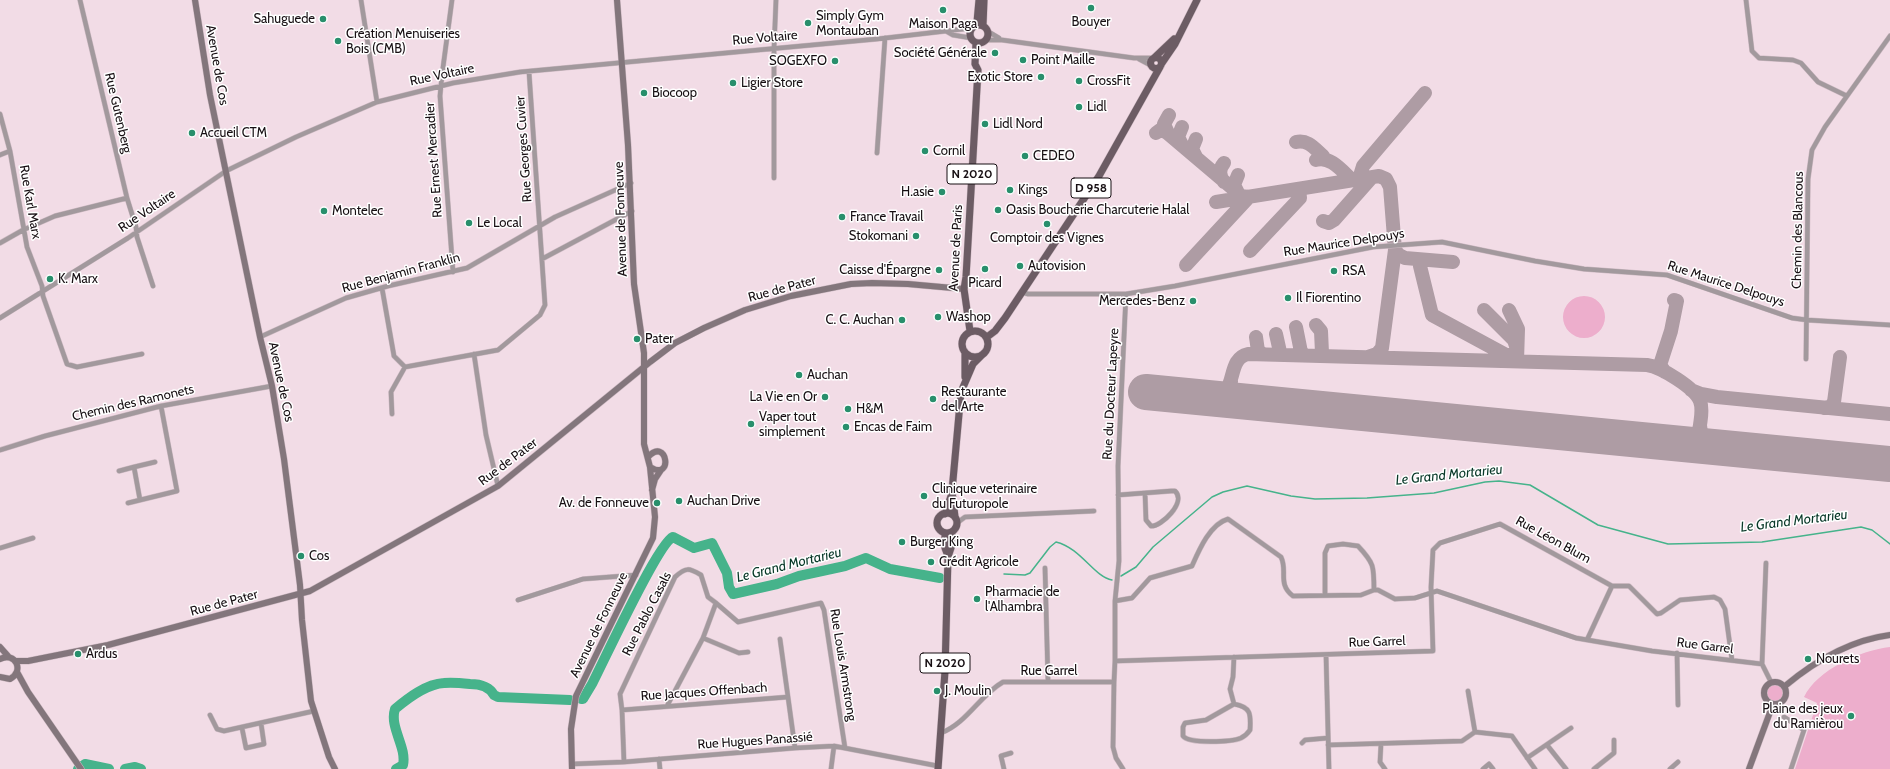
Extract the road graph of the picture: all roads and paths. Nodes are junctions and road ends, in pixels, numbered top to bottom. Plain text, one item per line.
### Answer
1 (80, 0) edge
2 (195, 0) edge
3 (361, 0) edge
4 (452, 0) edge
5 (617, 0) edge
6 (776, 0) edge
7 (979, 0) edge
8 (984, 0) edge
9 (1197, 0) edge
10 (1746, 0) edge
11 (977, 26) junction
12 (946, 31) junction
13 (988, 32) junction
14 (1178, 35) junction
15 (1890, 36) edge
16 (885, 38) junction
17 (1002, 40) junction
18 (979, 41) junction
19 (774, 49) junction
20 (1138, 58) junction
21 (1154, 58) junction
22 (622, 63) junction
23 (1157, 66) junction
24 (529, 72) junction
25 (441, 86) junction
26 (1847, 96) junction
27 (377, 102) junction
28 (0, 114) edge
29 (10, 151) junction
30 (877, 153) dead end
31 (0, 155) edge
32 (226, 171) junction
33 (774, 178) dead end
34 (631, 183) junction
35 (127, 198) junction
36 (632, 211) junction
37 (541, 224) junction
38 (23, 230) junction
39 (137, 231) junction
40 (0, 243) edge
41 (542, 259) junction
42 (453, 272) junction
43 (153, 286) dead end
44 (382, 288) junction
45 (964, 289) junction
46 (43, 292) junction
47 (1021, 292) junction
48 (1126, 294) junction
49 (0, 318) edge
50 (1807, 320) junction
51 (1890, 325) edge
52 (970, 331) junction
53 (260, 337) junction
54 (987, 337) junction
55 (965, 353) junction
56 (984, 353) junction
57 (142, 354) dead end
58 (474, 354) junction
59 (1806, 359) dead end
60 (405, 367) junction
61 (644, 367) junction
62 (965, 381) junction
63 (272, 386) junction
64 (161, 406) junction
65 (392, 414) dead end
66 (644, 438) junction
67 (0, 450) edge
68 (658, 452) junction
69 (648, 457) junction
70 (155, 462) dead end
71 (134, 468) junction
72 (650, 468) junction
73 (661, 470) junction
74 (119, 471) dead end
75 (498, 486) junction
76 (952, 491) junction
77 (652, 493) junction
78 (1144, 493) junction
79 (1118, 496) junction
80 (140, 500) junction
81 (128, 503) dead end
82 (1094, 511) dead end
83 (945, 514) junction
84 (956, 520) junction
85 (948, 533) junction
86 (33, 538) dead end
87 (0, 548) edge
88 (1766, 563) dead end
89 (1045, 568) dead end
90 (636, 575) junction
91 (1612, 586) junction
92 (1374, 590) junction
93 (1432, 593) junction
94 (301, 594) junction
95 (1325, 595) junction
96 (518, 600) dead end
97 (1115, 602) junction
98 (716, 603) junction
99 (1890, 635) edge
100 (703, 638) junction
101 (780, 639) dead end
102 (1587, 640) junction
103 (0, 647) edge
104 (748, 652) dead end
105 (1677, 653) junction
106 (1326, 654) junction
107 (8, 656) junction
108 (1234, 657) junction
109 (0, 658) edge
110 (1732, 660) junction
111 (1115, 661) junction
112 (1762, 664) junction
113 (17, 667) junction
114 (0, 678) edge
115 (10, 679) junction
116 (1048, 682) junction
117 (1114, 682) junction
118 (1771, 682) junction
119 (1785, 686) junction
120 (1468, 691) dead end
121 (28, 692) junction
122 (788, 697) junction
123 (1234, 704) junction
124 (1678, 704) dead end
125 (1773, 704) junction
126 (667, 706) junction
127 (622, 710) junction
128 (314, 711) junction
129 (210, 715) dead end
130 (1784, 717) dead end
131 (261, 723) junction
132 (242, 728) junction
133 (1571, 728) dead end
134 (1475, 732) junction
135 (941, 733) junction
136 (1328, 738) junction
137 (1614, 740) dead end
138 (1302, 743) dead end
139 (1381, 744) junction
140 (1328, 745) junction
141 (1547, 745) junction
142 (834, 746) junction
143 (795, 748) junction
144 (845, 748) junction
145 (1010, 753) dead end
146 (1527, 758) junction
147 (659, 759) junction
148 (624, 762) junction
149 (1678, 762) dead end
150 (572, 767) edge
151 (938, 768) edge
152 (1532, 768) edge
153 (81, 769) edge
154 (335, 769) edge
155 (660, 769) edge
156 (831, 769) edge
157 (1004, 769) edge
158 (1123, 769) edge
159 (1329, 769) edge
160 (1385, 769) edge
161 (1483, 769) edge
162 (1493, 769) edge
163 (1566, 769) edge
164 (1594, 769) edge
165 (1670, 769) edge
166 (1749, 769) edge
167 (1791, 769) edge

1 - 35 street, Rue Gutenberg
2 - 32 street, Avenue de Cos
3 - 27 street
4 - 25 street, Rue Ernest Mercadier
5 - 22 street, Avenue de Fonneuve
6 - 19 street
7 - 11 main road
8 - 11 main road
9 - 14 main road, D 958
10 - 26 street
11 - 12 street, Rue Voltaire
11 - 13 main road
11 - 18 main road
12 - 16 street, Rue Voltaire
12 - 18 street, Rue Voltaire
13 - 17 street, Rue Voltaire
13 - 18 main road
14 - 21 main road, D 958
14 - 23 main road, D 958
15 - 26 street, Chemin des Blancous
16 - 19 street, Rue Voltaire
16 - 30 street
17 - 18 street, Rue Voltaire
17 - 20 street, Rue Voltaire
18 - 45 main road, Avenue de Paris / N 2020
19 - 22 street, Rue Voltaire
19 - 33 street
20 - 21 street, Rue Voltaire
20 - 23 street, Rue Voltaire
21 - 23 main road
22 - 24 street, Rue Voltaire
22 - 34 street, Avenue de Fonneuve
23 - 47 main road, D 958
24 - 25 street, Rue Voltaire
24 - 37 street, Rue Georges Cuvier
25 - 27 street, Rue Voltaire
25 - 42 street, Rue Ernest Mercadier
26 - 50 street, Chemin des Blancous
27 - 32 street, Rue Voltaire
28 - 29 street, Rue Karl Marx
29 - 31 street
29 - 38 street, Rue Karl Marx
32 - 39 street, Rue Voltaire
32 - 53 street, Avenue de Cos
34 - 36 street, Avenue de Fonneuve
34 - 37 street, Rue Benjamin Franklin
35 - 38 street
35 - 39 street, Rue Gutenberg
36 - 41 street
36 - 61 street, Avenue de Fonneuve
37 - 41 street, Rue Georges Cuvier
37 - 42 street, Rue Benjamin Franklin
38 - 40 street
38 - 46 street, Rue Karl Marx
39 - 43 street, Rue Gutenberg
39 - 46 street, Rue Voltaire
41 - 58 street, Rue Georges Cuvier
42 - 44 street, Rue Benjamin Franklin
44 - 53 street, Rue Benjamin Franklin
44 - 60 street
45 - 52 main road, Avenue de Paris / N 2020
45 - 61 street, Rue de Pater
46 - 49 street, Rue Voltaire
46 - 57 street, Rue Karl Marx
47 - 48 street, Rue Maurice Delpouys
47 - 54 main road, D 958
48 - 50 street, Rue Maurice Delpouys
48 - 79 street, Rue du Docteur Lapeyre
50 - 51 street, Rue Maurice Delpouys
50 - 59 street, Chemin des Blancous
52 - 54 main road
52 - 55 main road
53 - 63 street, Avenue de Cos
54 - 56 main road
55 - 56 main road
55 - 62 main road
56 - 62 main road
58 - 60 street, Rue Georges Cuvier
58 - 75 street
60 - 65 street
61 - 66 street, Avenue de Fonneuve
61 - 75 street, Rue de Pater
62 - 76 main road
63 - 64 street, Chemin des Ramonets
63 - 94 street, Avenue de Cos
64 - 67 street, Chemin des Ramonets
64 - 80 street
66 - 68 street, Avenue de Fonneuve
66 - 69 street, Avenue de Fonneuve
68 - 69 street
68 - 73 street, Avenue de Fonneuve
69 - 72 street, Avenue de Fonneuve
70 - 71 street
71 - 74 street
71 - 80 street
72 - 73 street
72 - 77 street, Avenue de Fonneuve
73 - 77 street, Avenue de Fonneuve
75 - 94 street, Rue de Pater
76 - 83 main road
76 - 84 main road
77 - 90 street, Avenue de Fonneuve
78 - 78 street
78 - 79 street
79 - 97 street, Rue du Docteur Lapeyre
80 - 81 street
82 - 84 street
83 - 84 main road
83 - 85 main road
84 - 85 main road
85 - 135 main road, N 2020
86 - 87 street
88 - 112 street
89 - 116 street
90 - 96 street
90 - 150 street, Avenue de Fonneuve
91 - 93 street, Rue Léon Blum
91 - 102 street
91 - 110 street, Rue Léon Blum
92 - 93 street
92 - 95 street
92 - 95 street
93 - 102 street, Rue Garrel
93 - 106 street, Rue Garrel
94 - 113 street, Rue de Pater
94 - 128 street, Avenue de Cos
95 - 97 street
97 - 111 street, Rue du Docteur Lapeyre
98 - 100 street
98 - 127 street, Rue Pablo Casals
98 - 144 street, Rue Louis Armstrong
99 - 119 street
100 - 104 street
100 - 126 street
101 - 122 street
102 - 105 street, Rue Garrel
103 - 107 street
105 - 110 street, Rue Garrel
105 - 124 street
106 - 108 street, Rue Garrel
106 - 136 street
107 - 109 street
107 - 113 street
108 - 111 street, Rue Garrel
108 - 123 street
110 - 112 street, Rue Garrel
111 - 117 street
112 - 118 street
113 - 115 street, Rue de Pater
113 - 121 street
114 - 115 street
115 - 121 street
116 - 117 street, Rue Garrel
116 - 135 street, Rue Garrel
117 - 158 street
118 - 119 street
118 - 125 street
119 - 125 street
120 - 134 street
121 - 153 street
122 - 126 street, Rue Jacques Offenbach
122 - 143 street
123 - 123 street
125 - 166 street
126 - 127 street, Rue Jacques Offenbach
127 - 148 street, Rue Pablo Casals
128 - 131 street
128 - 154 street, Avenue de Cos
129 - 132 street
130 - 167 street
131 - 132 street
131 - 132 street
133 - 141 street
134 - 139 street
134 - 146 street
135 - 151 main road, N 2020
136 - 138 street
136 - 140 street
137 - 164 street
139 - 140 street
139 - 160 street
140 - 159 street
141 - 146 street
141 - 163 street
142 - 143 street, Rue Hugues Panassié
142 - 144 street, Rue Hugues Panassié
142 - 156 street
143 - 147 street, Rue Hugues Panassié
144 - 151 street, Rue Hugues Panassié
145 - 157 street
146 - 152 street
147 - 148 street, Rue Hugues Panassié
147 - 155 street
148 - 150 street, Rue Hugues Panassié
149 - 165 street
161 - 162 street

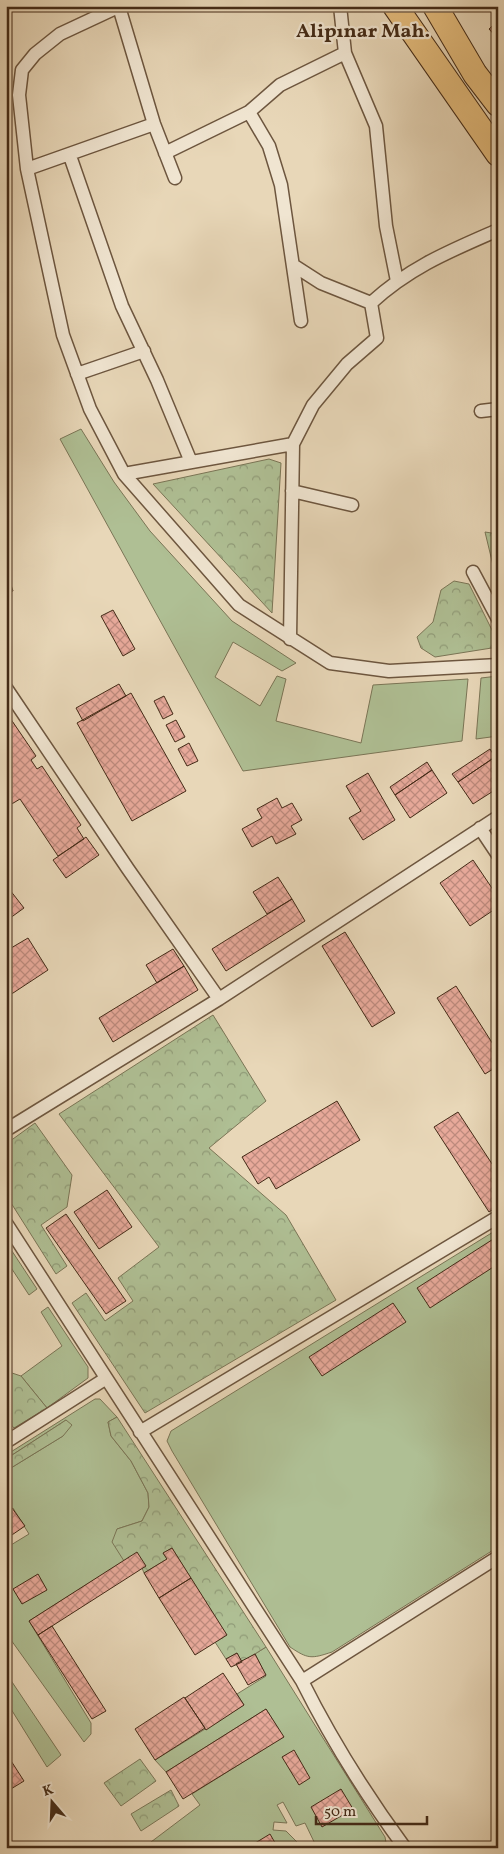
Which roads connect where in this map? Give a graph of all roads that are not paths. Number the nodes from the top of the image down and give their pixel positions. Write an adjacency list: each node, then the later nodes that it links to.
1 (340, 6): 5 (street)
2 (395, 6): 10 (highway)
3 (435, 6): 6 (highway)
4 (121, 7): 8 (street); 12 (street)
5 (345, 53): 7 (street); 16 (street)
6 (498, 104)
7 (249, 112): 9 (street); 15 (street)
8 (154, 124): 9 (street); 11 (street)
9 (165, 153): 13 (street)
10 (498, 154)
11 (70, 156): 12 (street); 19 (street)
12 (28, 169): 20 (street)
13 (175, 178)
14 (498, 230): 16 (street)
15 (293, 265): 17 (street); 18 (street)
16 (397, 281): 17 (street)
17 (371, 303): 23 (street)
18 (301, 321)
19 (144, 352): 20 (street); 24 (street)
20 (77, 374): 25 (street)
21 (498, 409): 22 (street)
22 (481, 411)
23 (293, 444): 24 (street); 26 (street)
24 (191, 462): 25 (street)
25 (124, 474): 30 (street)
26 (292, 492): 27 (street); 30 (street)
27 (352, 505)
28 (473, 572): 29 (street)
29 (498, 619)
30 (290, 639): 31 (street)
31 (498, 664)
32 (6, 688): 36 (street)
33 (498, 817): 34 (street)
34 (480, 828): 35 (street); 36 (street)
35 (498, 855)
36 (219, 999): 37 (street)
37 (6, 1130)
38 (498, 1217): 41 (street)
39 (6, 1223): 40 (street)
40 (105, 1378): 41 (street); 42 (street)
41 (140, 1432): 44 (street)
42 (6, 1442)
43 (498, 1557): 44 (street)
44 (302, 1681): 45 (street)
45 (382, 1818): 46 (street); 47 (street)
46 (395, 1848)
47 (405, 1848)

Work item> For the string "Georges", show each line of the listing where it appears.

Result of the exercise>
24 - 37 street, Rue Georges Cuvier
37 - 41 street, Rue Georges Cuvier
41 - 58 street, Rue Georges Cuvier
58 - 60 street, Rue Georges Cuvier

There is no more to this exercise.